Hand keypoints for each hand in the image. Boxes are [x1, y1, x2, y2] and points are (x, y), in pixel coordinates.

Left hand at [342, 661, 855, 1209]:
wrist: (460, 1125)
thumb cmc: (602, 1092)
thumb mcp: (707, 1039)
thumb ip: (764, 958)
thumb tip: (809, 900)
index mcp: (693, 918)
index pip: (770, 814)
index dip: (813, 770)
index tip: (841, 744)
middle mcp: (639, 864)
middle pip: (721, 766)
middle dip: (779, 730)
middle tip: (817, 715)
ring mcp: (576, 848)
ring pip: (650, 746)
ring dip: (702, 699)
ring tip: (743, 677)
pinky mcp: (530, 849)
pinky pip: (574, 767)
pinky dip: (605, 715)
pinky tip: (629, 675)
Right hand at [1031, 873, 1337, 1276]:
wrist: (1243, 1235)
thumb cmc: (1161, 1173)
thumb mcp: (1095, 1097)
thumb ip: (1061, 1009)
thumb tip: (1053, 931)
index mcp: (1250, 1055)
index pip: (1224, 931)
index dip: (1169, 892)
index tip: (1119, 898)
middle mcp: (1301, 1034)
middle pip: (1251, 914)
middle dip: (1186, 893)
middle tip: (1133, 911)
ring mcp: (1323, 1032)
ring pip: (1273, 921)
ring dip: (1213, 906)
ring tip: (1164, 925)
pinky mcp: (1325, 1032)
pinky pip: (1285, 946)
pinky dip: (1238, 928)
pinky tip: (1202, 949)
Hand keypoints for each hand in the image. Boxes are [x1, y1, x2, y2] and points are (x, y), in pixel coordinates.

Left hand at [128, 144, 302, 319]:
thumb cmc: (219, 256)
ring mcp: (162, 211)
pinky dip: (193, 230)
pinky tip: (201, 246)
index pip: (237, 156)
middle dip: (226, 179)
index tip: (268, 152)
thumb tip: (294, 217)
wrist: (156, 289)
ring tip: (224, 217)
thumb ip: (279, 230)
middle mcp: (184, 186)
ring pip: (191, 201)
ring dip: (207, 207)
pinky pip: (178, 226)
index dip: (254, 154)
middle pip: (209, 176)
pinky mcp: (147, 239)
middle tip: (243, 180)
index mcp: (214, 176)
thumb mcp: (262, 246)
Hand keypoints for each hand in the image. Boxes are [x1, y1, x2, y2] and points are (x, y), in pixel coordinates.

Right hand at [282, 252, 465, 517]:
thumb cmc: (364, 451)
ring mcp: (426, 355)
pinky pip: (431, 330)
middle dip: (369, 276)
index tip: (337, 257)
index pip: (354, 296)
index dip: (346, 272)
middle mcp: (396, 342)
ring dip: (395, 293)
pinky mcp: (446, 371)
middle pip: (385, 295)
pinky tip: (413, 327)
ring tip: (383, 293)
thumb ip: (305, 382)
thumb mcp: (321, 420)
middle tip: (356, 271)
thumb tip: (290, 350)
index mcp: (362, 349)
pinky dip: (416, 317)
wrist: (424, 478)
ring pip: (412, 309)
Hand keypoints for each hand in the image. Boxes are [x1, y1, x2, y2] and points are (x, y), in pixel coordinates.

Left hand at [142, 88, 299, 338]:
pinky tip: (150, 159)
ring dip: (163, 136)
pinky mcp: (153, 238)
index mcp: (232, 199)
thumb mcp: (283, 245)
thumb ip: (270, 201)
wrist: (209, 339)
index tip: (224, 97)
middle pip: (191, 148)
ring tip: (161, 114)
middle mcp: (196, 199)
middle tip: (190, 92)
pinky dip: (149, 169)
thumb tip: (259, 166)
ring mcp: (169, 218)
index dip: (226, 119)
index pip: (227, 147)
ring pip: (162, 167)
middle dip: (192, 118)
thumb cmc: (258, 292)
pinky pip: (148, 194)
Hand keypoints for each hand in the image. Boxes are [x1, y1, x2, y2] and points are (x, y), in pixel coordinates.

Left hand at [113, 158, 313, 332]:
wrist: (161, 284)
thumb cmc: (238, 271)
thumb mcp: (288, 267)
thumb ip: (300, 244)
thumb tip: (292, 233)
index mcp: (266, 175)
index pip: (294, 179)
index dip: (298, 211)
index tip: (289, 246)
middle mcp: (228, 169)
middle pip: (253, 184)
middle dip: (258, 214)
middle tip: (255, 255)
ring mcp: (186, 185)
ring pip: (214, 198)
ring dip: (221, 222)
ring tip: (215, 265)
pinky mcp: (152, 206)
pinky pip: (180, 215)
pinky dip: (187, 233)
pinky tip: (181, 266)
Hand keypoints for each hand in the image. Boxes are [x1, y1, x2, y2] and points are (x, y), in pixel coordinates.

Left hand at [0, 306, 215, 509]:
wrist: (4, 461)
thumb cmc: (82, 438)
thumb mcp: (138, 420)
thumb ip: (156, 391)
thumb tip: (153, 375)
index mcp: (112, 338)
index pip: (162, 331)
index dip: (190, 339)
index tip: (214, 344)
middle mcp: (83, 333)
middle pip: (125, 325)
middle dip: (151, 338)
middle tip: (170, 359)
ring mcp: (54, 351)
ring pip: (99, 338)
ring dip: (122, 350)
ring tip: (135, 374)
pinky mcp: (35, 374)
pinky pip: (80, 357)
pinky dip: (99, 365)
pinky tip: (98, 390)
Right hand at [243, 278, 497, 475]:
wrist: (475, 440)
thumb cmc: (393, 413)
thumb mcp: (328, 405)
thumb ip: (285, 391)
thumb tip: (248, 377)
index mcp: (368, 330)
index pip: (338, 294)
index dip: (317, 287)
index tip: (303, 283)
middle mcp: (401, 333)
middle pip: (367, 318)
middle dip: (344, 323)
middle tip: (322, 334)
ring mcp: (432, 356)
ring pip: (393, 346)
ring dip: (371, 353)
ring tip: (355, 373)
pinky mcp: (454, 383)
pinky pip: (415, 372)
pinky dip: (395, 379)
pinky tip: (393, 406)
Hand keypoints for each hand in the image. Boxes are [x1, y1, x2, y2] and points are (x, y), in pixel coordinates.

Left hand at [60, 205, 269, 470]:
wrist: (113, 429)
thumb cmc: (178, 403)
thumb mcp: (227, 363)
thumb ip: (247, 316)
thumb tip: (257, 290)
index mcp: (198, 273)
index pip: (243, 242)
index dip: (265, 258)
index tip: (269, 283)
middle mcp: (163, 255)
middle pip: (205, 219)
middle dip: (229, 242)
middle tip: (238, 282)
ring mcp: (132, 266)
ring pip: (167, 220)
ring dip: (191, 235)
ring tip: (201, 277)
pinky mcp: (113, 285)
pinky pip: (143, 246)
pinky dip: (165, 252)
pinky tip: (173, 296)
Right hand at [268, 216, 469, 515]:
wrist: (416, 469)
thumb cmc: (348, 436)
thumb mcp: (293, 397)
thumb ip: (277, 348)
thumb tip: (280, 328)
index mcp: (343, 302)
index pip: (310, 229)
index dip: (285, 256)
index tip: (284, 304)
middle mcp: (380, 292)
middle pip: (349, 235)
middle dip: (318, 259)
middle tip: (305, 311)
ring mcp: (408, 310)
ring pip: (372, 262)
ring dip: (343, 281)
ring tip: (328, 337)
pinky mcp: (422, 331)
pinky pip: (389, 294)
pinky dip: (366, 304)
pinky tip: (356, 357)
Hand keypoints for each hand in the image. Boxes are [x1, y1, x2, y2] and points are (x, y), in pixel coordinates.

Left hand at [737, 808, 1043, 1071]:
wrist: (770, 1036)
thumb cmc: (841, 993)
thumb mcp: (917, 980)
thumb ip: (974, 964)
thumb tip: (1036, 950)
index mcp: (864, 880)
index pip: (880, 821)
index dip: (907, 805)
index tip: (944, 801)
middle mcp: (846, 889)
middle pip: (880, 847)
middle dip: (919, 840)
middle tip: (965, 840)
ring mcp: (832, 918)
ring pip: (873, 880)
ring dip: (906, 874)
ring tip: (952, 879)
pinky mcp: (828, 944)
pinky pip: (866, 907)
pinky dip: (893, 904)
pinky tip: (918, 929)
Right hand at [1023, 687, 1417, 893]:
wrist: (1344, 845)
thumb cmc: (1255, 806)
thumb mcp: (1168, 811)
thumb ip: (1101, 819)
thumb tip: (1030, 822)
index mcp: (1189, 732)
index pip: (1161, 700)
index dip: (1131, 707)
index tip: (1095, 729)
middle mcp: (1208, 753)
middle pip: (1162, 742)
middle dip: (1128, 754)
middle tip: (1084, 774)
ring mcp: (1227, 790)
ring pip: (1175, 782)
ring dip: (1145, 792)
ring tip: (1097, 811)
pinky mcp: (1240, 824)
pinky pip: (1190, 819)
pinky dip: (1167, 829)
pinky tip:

===============

**TASK GOAL:** The first line of the records begins the span, and the line containing "ring mcp: (162, 211)" ends it. Reproduce that span exactly, both ends included.

**SOLUTION FOR THIS EXERCISE:**
Hand keypoints for each hand in the image. Boxes are [x1, y1, x2, y2] and points are (x, y), in pixel coordinates.

Left hand at [342, 661, 855, 1209]:
wrist: (460, 1125)
thumb cmc: (602, 1092)
thumb mcp: (707, 1039)
thumb ip: (764, 958)
thumb tip: (809, 900)
index mcp: (693, 918)
index pip: (770, 814)
index dip: (813, 770)
index tip: (841, 744)
middle mcp: (639, 864)
middle pip: (721, 766)
middle dip: (779, 730)
middle tip: (817, 715)
ring mcp: (576, 848)
ring pip: (650, 746)
ring dip: (702, 699)
ring tip: (743, 677)
pinky mcp: (530, 849)
pinky pip: (574, 767)
pinky dip: (605, 715)
pinky tip: (629, 675)
Right hand at [1031, 873, 1337, 1276]:
wrist: (1243, 1235)
thumb cmc: (1161, 1173)
thumb mcp: (1095, 1097)
thumb ip: (1061, 1009)
thumb tip: (1053, 931)
index mcp: (1250, 1055)
index pip: (1224, 931)
index dip: (1169, 892)
index tip: (1119, 898)
middle mcp: (1301, 1034)
middle pip: (1251, 914)
middle dip: (1186, 893)
middle tip: (1133, 911)
ring mcp: (1323, 1032)
ring pip: (1273, 921)
ring dip: (1213, 906)
ring tip: (1164, 925)
pinky mcp: (1325, 1032)
pinky pip: (1285, 946)
pinky dip: (1238, 928)
pinky tip: (1202, 949)
Hand keypoints for each hand in the image. Boxes are [x1, y1, x2, y2] and points are (x, y), in pixel coordinates.

Left hand at [128, 144, 302, 319]:
thumb cmc: (219, 256)
ring mcp: (162, 211)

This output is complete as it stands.